A 2.2-ps Time-of-Flight Resolution Frequency-Domain fNIRS Readout IC With a Dynamic Architecture and Cross-Coupling-Free Intensity and Phase-to-Digital Converter

Abstract

This article presents a fully integrated frequency-domain (FD) functional near-infrared spectroscopy (fNIRS) detection integrated circuit (IC) designed for non-invasive measurement of tissue metabolite optical properties. Departing from traditional static architectures, a dynamic light sensing architecture is proposed, which allows for the decoupling of time-of-flight (ToF) resolution from the system power consumption through duty-cycle modulation, thereby enhancing energy efficiency.
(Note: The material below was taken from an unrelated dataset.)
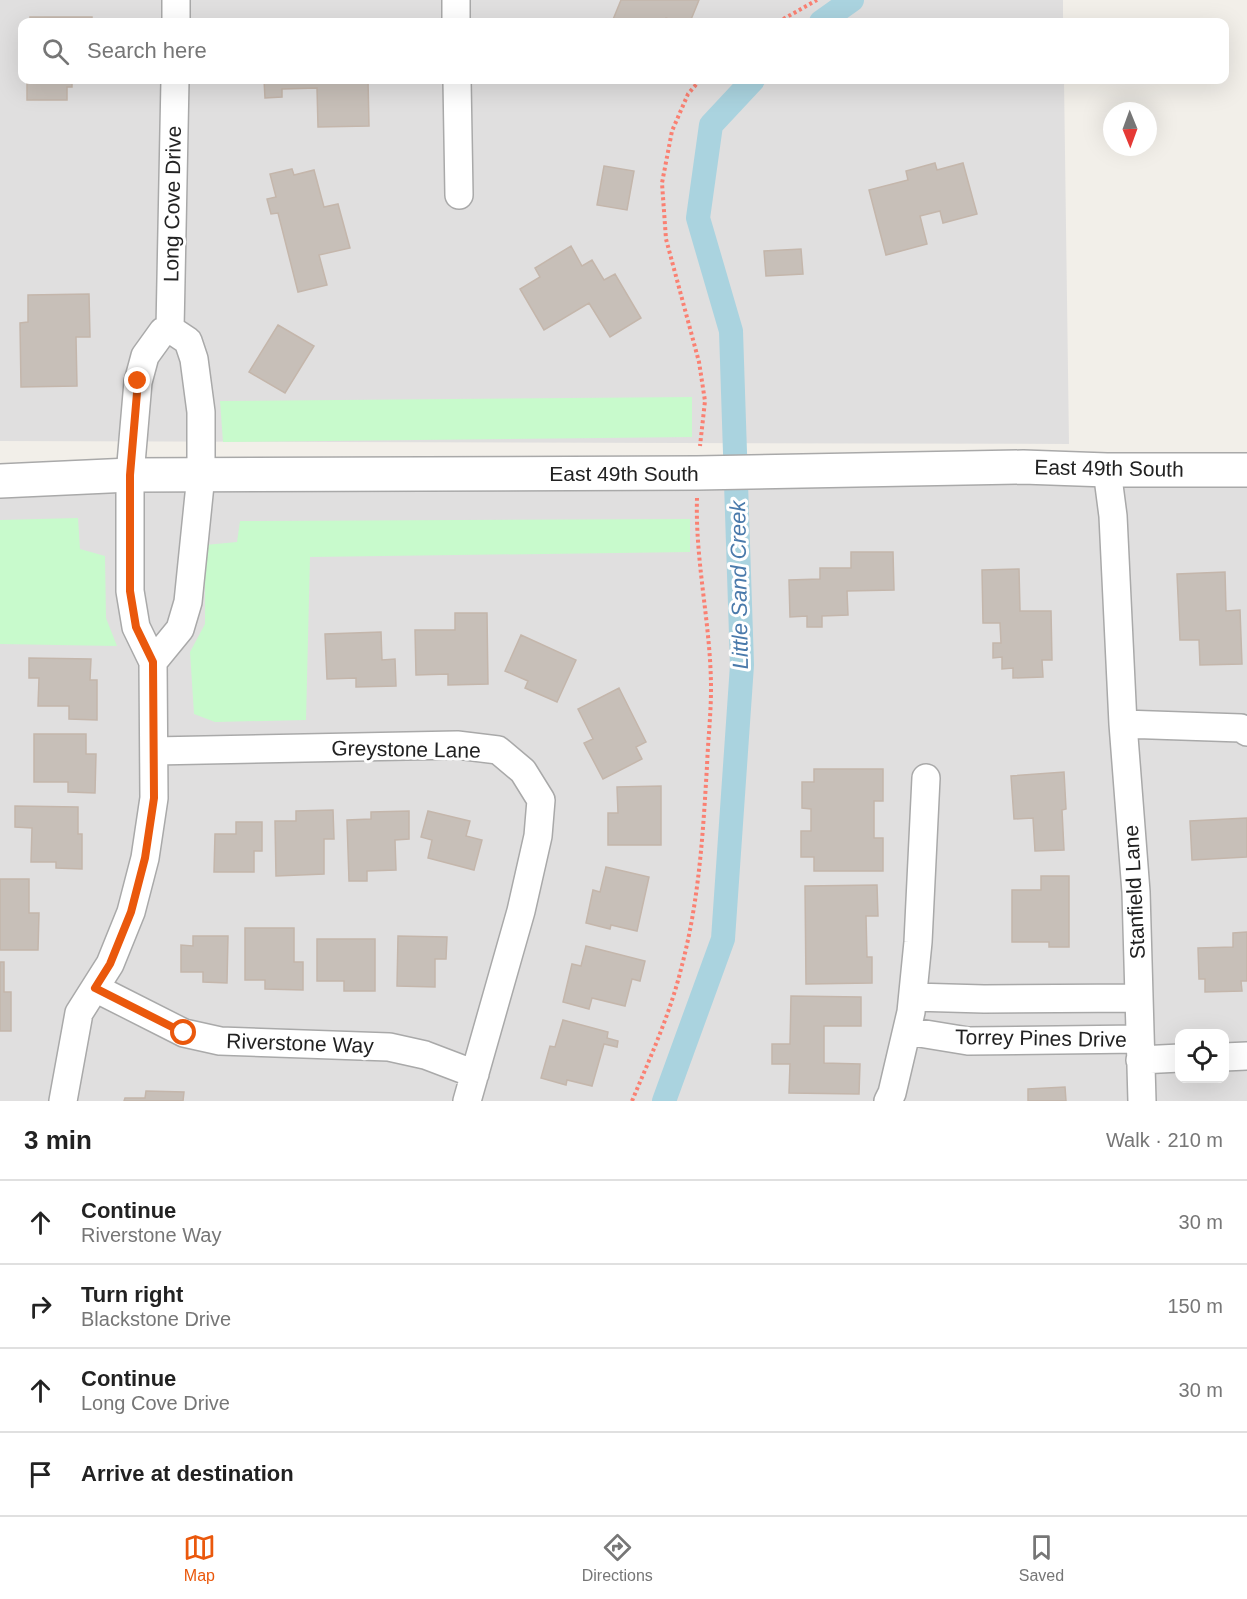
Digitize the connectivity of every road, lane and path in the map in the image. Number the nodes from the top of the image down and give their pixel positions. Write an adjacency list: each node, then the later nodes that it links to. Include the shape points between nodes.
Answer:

In addition, to improve the measurement precision of both ToF and intensity loss, an inter-stabilized intensity and phase-to-digital converter (IS-IPDC) is proposed to resolve coupling issues between intensity and phase quantification. The chip is implemented in a standard 180-nm CMOS process. Test results indicate that the light ToF resolution is 2.2 ps within a 10-Hz bandwidth, while consuming only 12.5 mW. Thanks to its high resolution and crosstalk-free characteristics, compared with the high-precision instrument-based reference system, the maximum measurement errors for the absorption coefficient ( $\boldsymbol {\mu _{a}}$ ) and reduced scattering coefficient ( $\boldsymbol {\mu '_{s}}$ ) are 4.2% and 4%, respectively. Finally, comprehensive in vitro and in vivo demonstrations demonstrate the IC’s capabilities for metabolic imaging and long-term monitoring.